*** Opening MATERIAL TO PROCESS ***

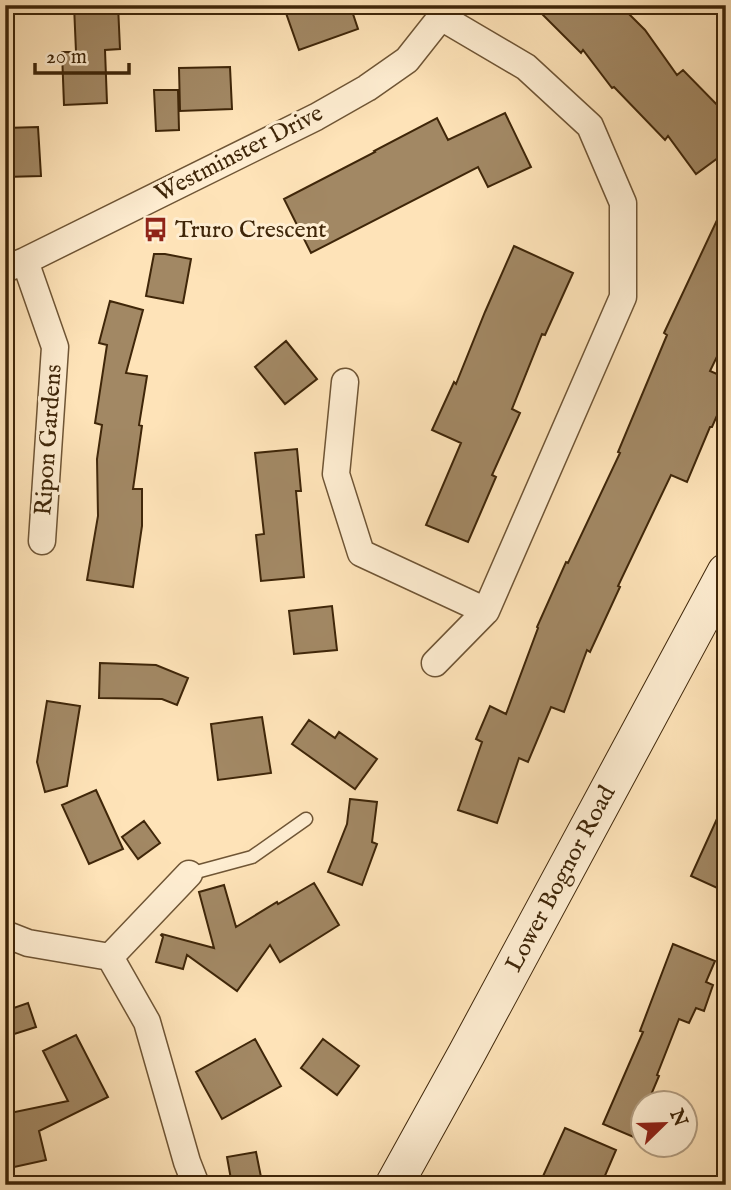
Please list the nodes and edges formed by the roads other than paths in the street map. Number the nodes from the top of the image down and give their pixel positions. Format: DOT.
graph roads {
  1 [pos="444,11"];
  2 [pos="15,265"];
  3 [pos="345,382"];
  4 [pos="42,541"];
  5 [pos="726,572"];
  6 [pos="486,611"];
  7 [pos="435,663"];
  8 [pos="306,820"];
  9 [pos="189,874"];
  10 [pos="5,934"];
  11 [pos="110,957"];
  12 [pos="196,1185"];
  13 [pos="394,1185"];
  1 -- 2 [label="street, Westminster Drive"];
  1 -- 6 [label="street"];
  2 -- 4 [label="street, Ripon Gardens"];
  3 -- 6 [label="street"];
  5 -- 13 [label="main road, Lower Bognor Road"];
  6 -- 7 [label="street"];
  8 -- 9 [label="lane"];
  9 -- 11 [label="street"];
  10 -- 11 [label="street"];
  11 -- 12 [label="street"];
}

*** Closing MATERIAL TO PROCESS ***

Strip the images and reproduce the remaining records precisely.

# REPLY TO THE TASK
Please list the nodes and edges formed by the roads other than paths in the street map. Number the nodes from the top of the image down and give their pixel positions. Format: DOT.
graph roads {
  1 [pos="444,11"];
  2 [pos="15,265"];
  3 [pos="345,382"];
  4 [pos="42,541"];
  5 [pos="726,572"];
  6 [pos="486,611"];
  7 [pos="435,663"];
  8 [pos="306,820"];
  9 [pos="189,874"];
  10 [pos="5,934"];
  11 [pos="110,957"];
  12 [pos="196,1185"];
  13 [pos="394,1185"];
  1 -- 2 [label="street, Westminster Drive"];
  1 -- 6 [label="street"];
  2 -- 4 [label="street, Ripon Gardens"];
  3 -- 6 [label="street"];
  5 -- 13 [label="main road, Lower Bognor Road"];
  6 -- 7 [label="street"];
  8 -- 9 [label="lane"];
  9 -- 11 [label="street"];
  10 -- 11 [label="street"];
  11 -- 12 [label="street"];
}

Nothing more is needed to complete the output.